• WHAT TO PRODUCE: What is needed is a word-for-word copy of all the entries, minus the pictures.

★ ★ ★

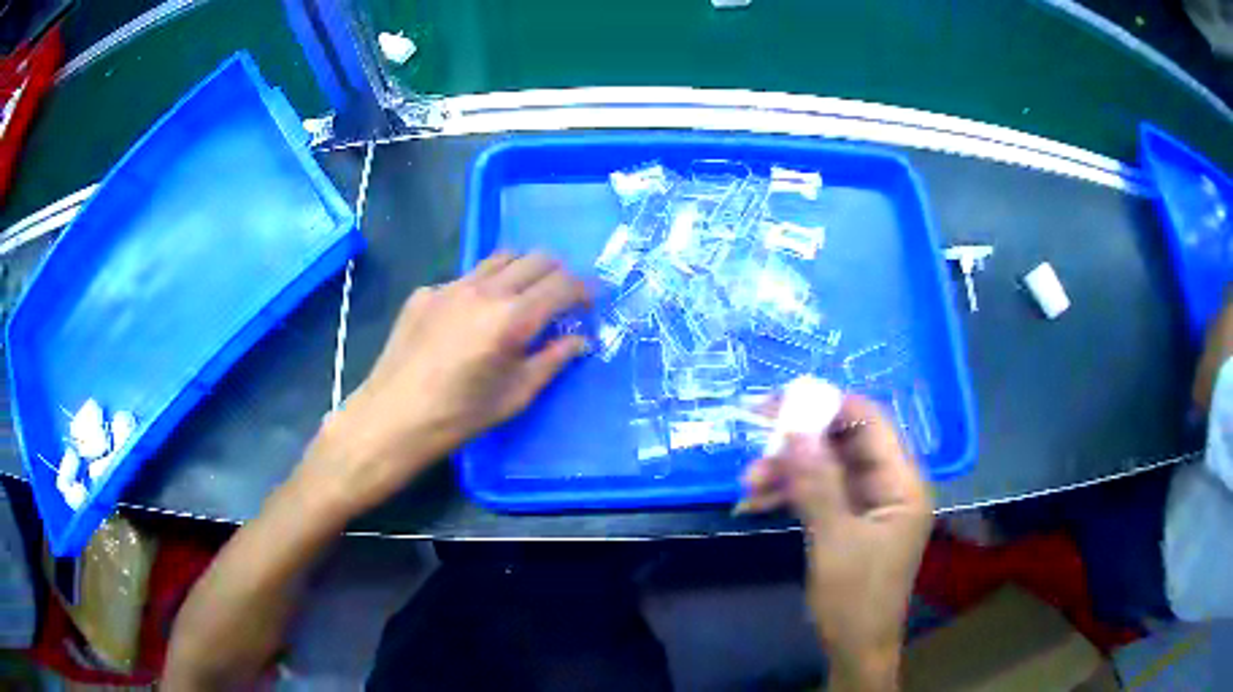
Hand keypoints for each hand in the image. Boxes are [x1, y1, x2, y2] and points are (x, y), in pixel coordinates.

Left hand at [295, 252, 589, 519]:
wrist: (393, 417)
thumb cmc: (459, 417)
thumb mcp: (515, 396)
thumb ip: (552, 361)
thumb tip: (580, 340)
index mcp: (512, 318)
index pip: (562, 284)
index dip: (584, 289)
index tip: (590, 302)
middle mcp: (484, 290)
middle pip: (536, 258)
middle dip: (558, 274)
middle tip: (561, 299)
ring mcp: (450, 286)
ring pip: (500, 258)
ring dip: (522, 271)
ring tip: (522, 298)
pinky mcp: (426, 292)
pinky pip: (466, 277)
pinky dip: (483, 287)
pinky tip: (471, 319)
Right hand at [739, 396, 933, 690]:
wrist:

★ ★ ★

• RESPONSE:
Hand keypoints for each hand in the image. Boxes are [x1, y1, x2, y2] and points are (x, y), in pixel coordinates.

Left hand at [295, 252, 589, 519]:
wrist: (393, 417)
thumb cmc: (459, 417)
thumb mcp: (515, 396)
thumb ip: (552, 361)
thumb tip: (580, 340)
index mcp: (512, 318)
index pip: (562, 284)
index dip: (584, 289)
index tip: (590, 302)
middle mcp: (484, 290)
middle pip: (536, 258)
middle dip: (558, 274)
middle tip: (561, 299)
ring mcp: (450, 286)
ring pip: (500, 258)
ring dip: (522, 271)
ring tip: (522, 298)
pinky mcp: (426, 292)
pinky pip: (466, 277)
pinky dip: (483, 287)
pinky tip: (471, 319)
Right hand at [739, 396, 933, 690]:
wrist:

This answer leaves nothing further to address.